*** THE INPUT ***

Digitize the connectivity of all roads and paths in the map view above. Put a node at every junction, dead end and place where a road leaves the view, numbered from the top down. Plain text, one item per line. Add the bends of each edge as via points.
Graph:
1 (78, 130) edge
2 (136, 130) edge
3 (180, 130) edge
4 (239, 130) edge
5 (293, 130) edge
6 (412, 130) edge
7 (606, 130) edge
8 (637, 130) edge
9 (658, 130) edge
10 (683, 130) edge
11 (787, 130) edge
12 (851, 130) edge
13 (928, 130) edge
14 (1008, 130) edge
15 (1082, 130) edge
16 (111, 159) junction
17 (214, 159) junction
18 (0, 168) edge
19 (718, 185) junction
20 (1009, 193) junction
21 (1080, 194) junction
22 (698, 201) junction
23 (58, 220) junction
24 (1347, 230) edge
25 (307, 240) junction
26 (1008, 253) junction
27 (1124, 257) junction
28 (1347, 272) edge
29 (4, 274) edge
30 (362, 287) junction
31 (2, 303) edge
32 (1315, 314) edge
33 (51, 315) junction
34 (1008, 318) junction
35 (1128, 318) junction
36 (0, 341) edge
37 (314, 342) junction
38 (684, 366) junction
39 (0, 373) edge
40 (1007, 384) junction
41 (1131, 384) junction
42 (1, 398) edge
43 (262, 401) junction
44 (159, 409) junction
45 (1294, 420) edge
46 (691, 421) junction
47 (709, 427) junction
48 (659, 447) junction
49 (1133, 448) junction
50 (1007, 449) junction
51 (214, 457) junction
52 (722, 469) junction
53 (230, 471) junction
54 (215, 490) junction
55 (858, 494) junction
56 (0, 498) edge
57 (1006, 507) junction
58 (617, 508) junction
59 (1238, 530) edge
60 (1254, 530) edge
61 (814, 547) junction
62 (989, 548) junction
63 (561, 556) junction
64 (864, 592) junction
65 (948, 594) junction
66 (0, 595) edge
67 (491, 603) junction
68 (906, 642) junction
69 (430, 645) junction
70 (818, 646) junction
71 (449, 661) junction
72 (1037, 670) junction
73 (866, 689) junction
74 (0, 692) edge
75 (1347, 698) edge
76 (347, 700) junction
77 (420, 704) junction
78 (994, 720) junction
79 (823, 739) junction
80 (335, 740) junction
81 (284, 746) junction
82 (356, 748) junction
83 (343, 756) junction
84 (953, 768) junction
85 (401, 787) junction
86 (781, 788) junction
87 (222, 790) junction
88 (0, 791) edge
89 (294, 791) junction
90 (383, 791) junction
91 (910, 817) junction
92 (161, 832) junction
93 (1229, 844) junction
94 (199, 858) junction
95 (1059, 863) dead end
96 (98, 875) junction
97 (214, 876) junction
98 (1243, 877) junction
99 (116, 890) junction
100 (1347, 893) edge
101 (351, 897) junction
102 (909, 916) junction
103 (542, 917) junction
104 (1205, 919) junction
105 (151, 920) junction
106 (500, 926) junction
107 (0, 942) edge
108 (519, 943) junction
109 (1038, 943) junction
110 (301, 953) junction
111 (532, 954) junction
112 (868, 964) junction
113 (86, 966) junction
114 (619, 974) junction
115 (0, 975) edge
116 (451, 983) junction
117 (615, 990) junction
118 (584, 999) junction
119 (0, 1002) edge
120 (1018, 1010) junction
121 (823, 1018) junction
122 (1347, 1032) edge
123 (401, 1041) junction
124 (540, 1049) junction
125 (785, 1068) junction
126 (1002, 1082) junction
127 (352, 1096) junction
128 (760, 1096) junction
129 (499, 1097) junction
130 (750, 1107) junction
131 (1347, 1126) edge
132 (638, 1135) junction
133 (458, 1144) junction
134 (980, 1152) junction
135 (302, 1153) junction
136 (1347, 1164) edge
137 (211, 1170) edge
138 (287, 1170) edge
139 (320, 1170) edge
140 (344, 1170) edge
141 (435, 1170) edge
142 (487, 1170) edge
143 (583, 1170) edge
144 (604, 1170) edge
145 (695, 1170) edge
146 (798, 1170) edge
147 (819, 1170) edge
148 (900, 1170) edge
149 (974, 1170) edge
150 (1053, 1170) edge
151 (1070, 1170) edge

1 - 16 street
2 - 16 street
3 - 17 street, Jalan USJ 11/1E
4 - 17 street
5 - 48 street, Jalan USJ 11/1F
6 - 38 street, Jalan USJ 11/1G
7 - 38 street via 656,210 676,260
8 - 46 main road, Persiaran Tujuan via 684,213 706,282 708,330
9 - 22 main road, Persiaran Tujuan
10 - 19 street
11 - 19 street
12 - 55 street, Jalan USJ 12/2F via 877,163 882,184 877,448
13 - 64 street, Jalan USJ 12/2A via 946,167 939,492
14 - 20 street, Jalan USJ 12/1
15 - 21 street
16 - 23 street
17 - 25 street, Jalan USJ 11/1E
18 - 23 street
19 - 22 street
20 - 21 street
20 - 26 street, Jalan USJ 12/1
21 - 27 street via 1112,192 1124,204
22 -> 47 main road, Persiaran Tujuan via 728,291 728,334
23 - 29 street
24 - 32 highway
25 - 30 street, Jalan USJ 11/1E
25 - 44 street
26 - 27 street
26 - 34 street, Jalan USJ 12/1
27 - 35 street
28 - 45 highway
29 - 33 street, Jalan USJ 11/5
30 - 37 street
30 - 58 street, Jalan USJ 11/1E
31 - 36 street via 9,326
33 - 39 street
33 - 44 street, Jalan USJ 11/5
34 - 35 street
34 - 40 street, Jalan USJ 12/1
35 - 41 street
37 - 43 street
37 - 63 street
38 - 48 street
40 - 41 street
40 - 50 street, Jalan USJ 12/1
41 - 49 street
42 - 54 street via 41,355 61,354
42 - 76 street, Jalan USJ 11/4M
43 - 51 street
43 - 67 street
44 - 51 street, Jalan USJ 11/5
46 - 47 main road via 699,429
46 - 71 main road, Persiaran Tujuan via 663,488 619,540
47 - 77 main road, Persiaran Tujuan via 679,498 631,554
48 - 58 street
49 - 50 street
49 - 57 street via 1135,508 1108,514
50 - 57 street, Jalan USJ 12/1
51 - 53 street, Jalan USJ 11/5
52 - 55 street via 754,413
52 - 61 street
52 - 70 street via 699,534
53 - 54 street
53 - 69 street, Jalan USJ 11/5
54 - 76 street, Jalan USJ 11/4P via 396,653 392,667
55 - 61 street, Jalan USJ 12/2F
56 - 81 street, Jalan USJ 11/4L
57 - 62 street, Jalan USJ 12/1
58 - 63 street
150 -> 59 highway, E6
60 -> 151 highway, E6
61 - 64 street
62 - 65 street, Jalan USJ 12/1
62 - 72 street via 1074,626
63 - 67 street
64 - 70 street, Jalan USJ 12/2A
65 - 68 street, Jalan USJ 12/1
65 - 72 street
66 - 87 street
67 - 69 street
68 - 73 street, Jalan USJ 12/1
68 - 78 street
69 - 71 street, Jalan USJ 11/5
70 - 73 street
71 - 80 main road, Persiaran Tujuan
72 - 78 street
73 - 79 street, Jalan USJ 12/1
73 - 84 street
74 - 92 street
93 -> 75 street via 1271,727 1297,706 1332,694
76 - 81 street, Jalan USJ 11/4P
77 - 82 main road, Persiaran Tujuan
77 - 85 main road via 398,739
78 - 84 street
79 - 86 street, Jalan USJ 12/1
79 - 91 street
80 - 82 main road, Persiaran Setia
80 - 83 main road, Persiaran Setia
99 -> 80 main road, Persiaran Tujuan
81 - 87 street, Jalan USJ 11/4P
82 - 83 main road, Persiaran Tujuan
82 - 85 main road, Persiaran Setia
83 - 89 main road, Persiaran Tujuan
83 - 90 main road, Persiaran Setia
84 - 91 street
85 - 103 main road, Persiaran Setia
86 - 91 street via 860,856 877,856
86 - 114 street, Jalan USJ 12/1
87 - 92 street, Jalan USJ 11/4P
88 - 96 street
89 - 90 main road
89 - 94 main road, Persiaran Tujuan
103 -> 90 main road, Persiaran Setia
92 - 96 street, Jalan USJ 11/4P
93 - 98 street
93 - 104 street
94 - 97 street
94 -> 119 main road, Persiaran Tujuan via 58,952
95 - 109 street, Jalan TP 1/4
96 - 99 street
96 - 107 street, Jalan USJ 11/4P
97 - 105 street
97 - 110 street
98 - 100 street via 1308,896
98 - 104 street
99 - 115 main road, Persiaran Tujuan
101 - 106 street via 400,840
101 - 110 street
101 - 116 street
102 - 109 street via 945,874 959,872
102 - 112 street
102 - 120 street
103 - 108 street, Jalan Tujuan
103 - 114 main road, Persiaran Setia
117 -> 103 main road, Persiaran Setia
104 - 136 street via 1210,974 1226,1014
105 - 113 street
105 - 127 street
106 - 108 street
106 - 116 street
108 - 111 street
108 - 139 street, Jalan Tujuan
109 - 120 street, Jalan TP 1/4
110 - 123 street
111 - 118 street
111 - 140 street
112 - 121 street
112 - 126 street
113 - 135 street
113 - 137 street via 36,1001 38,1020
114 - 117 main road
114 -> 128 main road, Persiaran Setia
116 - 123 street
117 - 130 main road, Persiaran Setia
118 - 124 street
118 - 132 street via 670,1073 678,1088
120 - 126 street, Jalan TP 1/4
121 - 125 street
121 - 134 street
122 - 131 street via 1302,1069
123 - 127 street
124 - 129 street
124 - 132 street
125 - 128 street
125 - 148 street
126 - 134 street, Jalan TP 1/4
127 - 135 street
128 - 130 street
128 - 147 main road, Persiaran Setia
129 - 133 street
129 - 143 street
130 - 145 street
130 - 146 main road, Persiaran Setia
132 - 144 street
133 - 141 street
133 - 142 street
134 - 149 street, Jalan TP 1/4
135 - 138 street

*** End of THE INPUT ***

**PROBLEM TO SOLVE:**
Copy each line of the records that contains the word "highway".

**RESPONSE TO THIS EXERCISE:**
24 - 32 highway
28 - 45 highway
150 -> 59 highway, E6
60 -> 151 highway, E6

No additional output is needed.